Long Document Processing

LLM context windows have grown dramatically—from 4K tokens to millions in some models. Yet real-world documents still regularly exceed these limits. A single legal contract can span 100,000 tokens. A codebase contains millions. Even with expanded context, processing strategies matter: cramming everything into context isn't always the best approach for quality or cost.

This guide covers strategies for processing long documents: chunking approaches, map-reduce patterns, hierarchical summarization, iterative refinement, and practical guidance on when to use each technique.

The Long Document Challenge

Why Context Windows Aren't Enough

Even with models supporting 100K+ tokens, naive full-context processing has problems:

Lost in the middle: Models struggle to attend equally to all parts of long contexts.
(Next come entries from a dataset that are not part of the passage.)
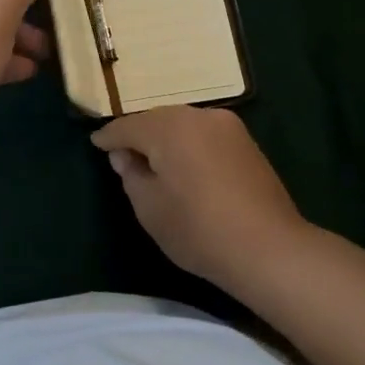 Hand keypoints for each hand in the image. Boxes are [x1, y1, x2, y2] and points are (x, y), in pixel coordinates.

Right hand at [92, 105, 311, 291]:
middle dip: (138, 134)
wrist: (269, 248)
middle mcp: (197, 116)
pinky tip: (184, 165)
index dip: (109, 137)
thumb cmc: (198, 229)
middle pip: (157, 120)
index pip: (128, 127)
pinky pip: (204, 135)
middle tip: (122, 154)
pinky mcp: (246, 142)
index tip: (95, 144)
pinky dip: (188, 145)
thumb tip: (125, 155)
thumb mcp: (149, 208)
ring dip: (165, 139)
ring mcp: (227, 126)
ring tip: (153, 161)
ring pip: (183, 125)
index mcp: (169, 127)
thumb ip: (131, 175) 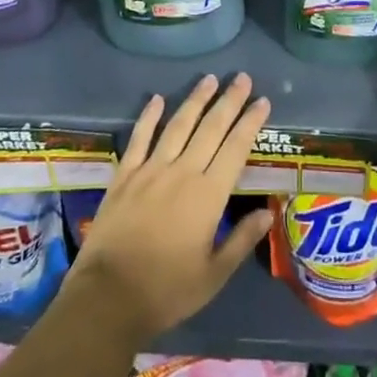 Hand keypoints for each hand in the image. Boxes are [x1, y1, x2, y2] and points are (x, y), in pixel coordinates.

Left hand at [67, 73, 273, 346]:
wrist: (107, 298)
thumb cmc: (166, 291)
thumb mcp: (213, 275)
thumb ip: (242, 240)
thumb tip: (269, 212)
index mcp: (208, 195)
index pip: (235, 148)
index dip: (250, 122)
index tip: (262, 101)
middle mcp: (182, 172)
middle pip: (210, 128)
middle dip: (229, 101)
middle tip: (242, 78)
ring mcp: (150, 170)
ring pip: (178, 125)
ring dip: (195, 100)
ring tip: (209, 79)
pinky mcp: (124, 175)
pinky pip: (139, 138)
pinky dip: (149, 116)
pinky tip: (157, 99)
Information in the middle of long prompts receives less attention than information at the beginning or end.

Cost: Longer contexts cost more. Processing a 100K token document costs 25x more than processing 4K tokens.

Latency: Time-to-first-token scales with context length. Long contexts mean slower responses.

Quality degradation: Even when models technically handle long contexts, quality often degrades compared to processing smaller, relevant portions.

The Processing Spectrum

Long document processing exists on a spectrum:

Retrieval-based: Don't process the whole document. Retrieve relevant portions and process only those. Fast and cheap but may miss context.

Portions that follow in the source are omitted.